Output JSON from big datasets
05 Sep 2017 in Algorithms, JSON, Software Architecture
The problem: some time ago we were creating a RESTfull service to give some JSON-encoded data to a client. The resulting data was so huge the webserver process run out of memory.
The script was something like:
<?php
header("Content-Type:application/json");
$data = fetchDataFromDatabaseAndTransformIt();
echo json_encode($data);
The proposed solution was to break the data into pieces and echo those pieces one at a time. This way we were able to have a constant memory consumption not depending on the size of data:
<?php
$jsonWriter = new JsonWriter();
$jsonWriter->start();
while (($data = fetchDataFromDatabaseAndTransformItOnePieceAtATime())) {
$jsonWriter->push($data);
}
$jsonWriter->end();
With the JsonWriter
class something like:
class JsonWriter {
function start() {
header("Content-Type:application/json");
echo "{";
}
function end() {
echo "}";
}
function push($data) {
echo json_encode($data) . ",";
}
}
The only problem was that for an input like ["a", "b", "c"]
the output json
string was invalid: {"a","b","c",}
.
So we needed to get rid of the last comma but not using any output buffering
functions.

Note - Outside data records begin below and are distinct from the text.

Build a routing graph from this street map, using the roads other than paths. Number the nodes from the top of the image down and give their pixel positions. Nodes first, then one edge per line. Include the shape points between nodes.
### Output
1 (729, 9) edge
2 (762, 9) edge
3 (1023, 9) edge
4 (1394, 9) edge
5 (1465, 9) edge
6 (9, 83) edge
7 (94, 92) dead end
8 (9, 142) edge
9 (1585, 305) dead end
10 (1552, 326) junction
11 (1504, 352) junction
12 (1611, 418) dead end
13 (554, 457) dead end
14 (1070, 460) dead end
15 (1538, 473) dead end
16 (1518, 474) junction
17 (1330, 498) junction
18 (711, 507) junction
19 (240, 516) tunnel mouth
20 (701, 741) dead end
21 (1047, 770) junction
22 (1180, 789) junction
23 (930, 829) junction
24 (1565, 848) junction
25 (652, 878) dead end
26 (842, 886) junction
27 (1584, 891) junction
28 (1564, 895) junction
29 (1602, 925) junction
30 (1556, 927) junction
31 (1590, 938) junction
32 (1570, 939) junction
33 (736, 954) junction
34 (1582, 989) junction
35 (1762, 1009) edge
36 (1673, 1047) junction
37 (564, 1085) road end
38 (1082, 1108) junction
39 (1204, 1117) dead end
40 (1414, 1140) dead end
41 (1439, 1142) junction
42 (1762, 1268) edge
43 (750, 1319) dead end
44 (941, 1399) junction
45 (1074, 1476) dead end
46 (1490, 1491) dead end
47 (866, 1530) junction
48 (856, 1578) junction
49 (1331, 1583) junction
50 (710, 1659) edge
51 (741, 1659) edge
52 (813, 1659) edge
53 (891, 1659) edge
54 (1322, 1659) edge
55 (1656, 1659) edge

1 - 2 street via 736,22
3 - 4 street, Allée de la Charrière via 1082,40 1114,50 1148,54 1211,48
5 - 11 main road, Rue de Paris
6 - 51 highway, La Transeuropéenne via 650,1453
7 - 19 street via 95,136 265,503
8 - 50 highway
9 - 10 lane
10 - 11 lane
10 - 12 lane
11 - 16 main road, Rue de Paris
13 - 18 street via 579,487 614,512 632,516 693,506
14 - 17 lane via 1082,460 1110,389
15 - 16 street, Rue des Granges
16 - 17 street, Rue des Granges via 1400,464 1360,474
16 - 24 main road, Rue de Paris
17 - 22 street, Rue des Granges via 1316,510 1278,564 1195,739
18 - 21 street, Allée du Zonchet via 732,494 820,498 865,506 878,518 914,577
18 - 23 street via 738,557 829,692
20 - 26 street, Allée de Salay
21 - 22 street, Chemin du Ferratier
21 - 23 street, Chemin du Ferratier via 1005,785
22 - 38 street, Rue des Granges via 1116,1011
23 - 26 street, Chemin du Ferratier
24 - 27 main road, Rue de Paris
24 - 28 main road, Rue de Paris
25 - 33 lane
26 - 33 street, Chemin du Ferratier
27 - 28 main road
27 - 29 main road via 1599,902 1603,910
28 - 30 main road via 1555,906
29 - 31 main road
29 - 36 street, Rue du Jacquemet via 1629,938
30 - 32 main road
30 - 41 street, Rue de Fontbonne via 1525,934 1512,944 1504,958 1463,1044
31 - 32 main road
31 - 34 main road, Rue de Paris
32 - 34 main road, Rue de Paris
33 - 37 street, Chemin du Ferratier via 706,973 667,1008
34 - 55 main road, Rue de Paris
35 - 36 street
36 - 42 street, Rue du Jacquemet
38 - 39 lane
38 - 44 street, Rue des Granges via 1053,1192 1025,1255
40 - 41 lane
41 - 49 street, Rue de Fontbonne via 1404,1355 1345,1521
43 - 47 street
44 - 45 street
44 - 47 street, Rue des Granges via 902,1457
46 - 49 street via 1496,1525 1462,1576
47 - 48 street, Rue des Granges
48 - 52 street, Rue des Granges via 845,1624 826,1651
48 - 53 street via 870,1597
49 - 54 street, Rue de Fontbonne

The final solution was simple, output the first element last and
based on that the JsonWriter
class becomes:
class JsonWriter {
// store first element
private $element;
function start() {
header("Content-Type:application/json");
echo "{";
}
function end() {
echo json_encode($this->element);
echo "}";
}
function push($data) {
if (empty($this->element)) {
$this->element = $data;
} else {
echo json_encode($data) . ",";
}
}
}